January 10th, 2009 8:15pm Report this comment

Take my job. Take my house.

Just give me and my children our country back. We'll manage from there.

Nick Leaton

January 10th, 2009 9:20pm Report this comment

Really?

So its the middle class who will get the bullet this time. Probably true, at the start.

However, wake up and smell the petrol. It's the middle class who basically pay for the poor via taxes and the services they buy. When the middle class opt out of spending, primarily out of fear and the realisation that they're on the hook for the MFI budget (nothing to pay for three years), its the poor that get hit and they are the one's without any cushion of assets or cash

J H Holloway

January 10th, 2009 10:24pm Report this comment

There's an important point to be made here.

As Rhoda points out, Brown is terrified of being at the helm when all those key figures - 3m unemployed, the repossesstions, youth unemployment - happen on a Labour watch.

Labour has clung to the metrics of the early 80s and 90s as a way of propping themselves up during opposition. These sacred numbers were proof that the Tories were evil and uncaring. Remember they even produced posters in 2005 reminding people of the repossessions of the 90s.

We should all be aware that what Brown is doing, and will do, is entirely aimed at preventing these key numbers ever being attached to Labour.

Personally, I think if Brown finds himself responsible for burdening Labour with the '3 million unemployed' tag, it will ruin his life.
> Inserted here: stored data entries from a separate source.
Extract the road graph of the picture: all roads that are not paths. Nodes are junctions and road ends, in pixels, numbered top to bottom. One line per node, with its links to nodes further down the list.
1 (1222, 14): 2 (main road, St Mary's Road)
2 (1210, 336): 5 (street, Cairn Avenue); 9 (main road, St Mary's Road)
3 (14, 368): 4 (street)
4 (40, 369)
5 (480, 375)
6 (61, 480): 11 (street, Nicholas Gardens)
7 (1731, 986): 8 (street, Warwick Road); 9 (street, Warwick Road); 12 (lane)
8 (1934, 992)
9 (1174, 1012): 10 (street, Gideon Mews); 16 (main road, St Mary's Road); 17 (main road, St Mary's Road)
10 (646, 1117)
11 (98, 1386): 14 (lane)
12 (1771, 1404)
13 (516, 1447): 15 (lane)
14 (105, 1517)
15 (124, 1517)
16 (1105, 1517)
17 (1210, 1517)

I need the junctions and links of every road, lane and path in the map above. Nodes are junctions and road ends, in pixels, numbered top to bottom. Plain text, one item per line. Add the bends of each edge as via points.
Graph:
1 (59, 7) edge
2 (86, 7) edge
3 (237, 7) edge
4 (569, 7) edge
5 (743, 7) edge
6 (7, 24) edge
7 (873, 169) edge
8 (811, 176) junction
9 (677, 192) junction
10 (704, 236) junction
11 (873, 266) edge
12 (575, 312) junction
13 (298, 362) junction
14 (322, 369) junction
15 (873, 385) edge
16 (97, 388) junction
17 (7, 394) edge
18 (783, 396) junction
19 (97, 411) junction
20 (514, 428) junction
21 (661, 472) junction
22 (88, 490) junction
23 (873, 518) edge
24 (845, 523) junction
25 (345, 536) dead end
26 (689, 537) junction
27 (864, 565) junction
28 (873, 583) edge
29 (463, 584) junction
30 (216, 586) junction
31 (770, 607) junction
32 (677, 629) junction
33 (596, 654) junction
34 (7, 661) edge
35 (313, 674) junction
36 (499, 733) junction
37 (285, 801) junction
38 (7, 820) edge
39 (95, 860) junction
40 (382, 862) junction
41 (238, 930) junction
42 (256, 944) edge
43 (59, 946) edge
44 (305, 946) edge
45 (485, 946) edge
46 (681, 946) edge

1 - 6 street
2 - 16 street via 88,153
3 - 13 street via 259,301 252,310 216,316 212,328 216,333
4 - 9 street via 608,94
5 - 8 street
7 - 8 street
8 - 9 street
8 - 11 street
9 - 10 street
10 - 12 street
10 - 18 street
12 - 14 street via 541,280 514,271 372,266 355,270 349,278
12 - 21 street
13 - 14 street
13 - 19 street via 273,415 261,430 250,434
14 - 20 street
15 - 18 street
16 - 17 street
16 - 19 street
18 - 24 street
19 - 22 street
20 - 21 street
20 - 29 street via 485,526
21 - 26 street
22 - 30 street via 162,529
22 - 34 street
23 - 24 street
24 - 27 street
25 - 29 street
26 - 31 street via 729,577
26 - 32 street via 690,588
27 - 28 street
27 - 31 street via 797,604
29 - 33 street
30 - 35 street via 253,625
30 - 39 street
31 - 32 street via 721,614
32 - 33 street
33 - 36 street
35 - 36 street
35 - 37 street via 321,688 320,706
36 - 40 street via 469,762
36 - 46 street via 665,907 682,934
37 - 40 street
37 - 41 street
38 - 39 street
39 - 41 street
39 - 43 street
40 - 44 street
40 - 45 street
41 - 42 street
Cameron's policy of saying a little, and not that often, looks very sound to me. Best to just watch Labour run about, trying to prevent the economic tide going out.

Mark

January 11th, 2009 11:58am Report this comment

If you want reminding about the Labour repossessions photo, Guido ran it here in January 2008:
http://www.order-order.com/2008/02/repossessions-surge-remember-this-2005.html

Paul B

January 11th, 2009 2:12pm Report this comment

Brown is deluded, seriously deluded. If he thinks people (of all classes ) are not worried about losing their jobs, then it really is time to be sending in the men in white coats, as long as they haven`t been made redundant that is.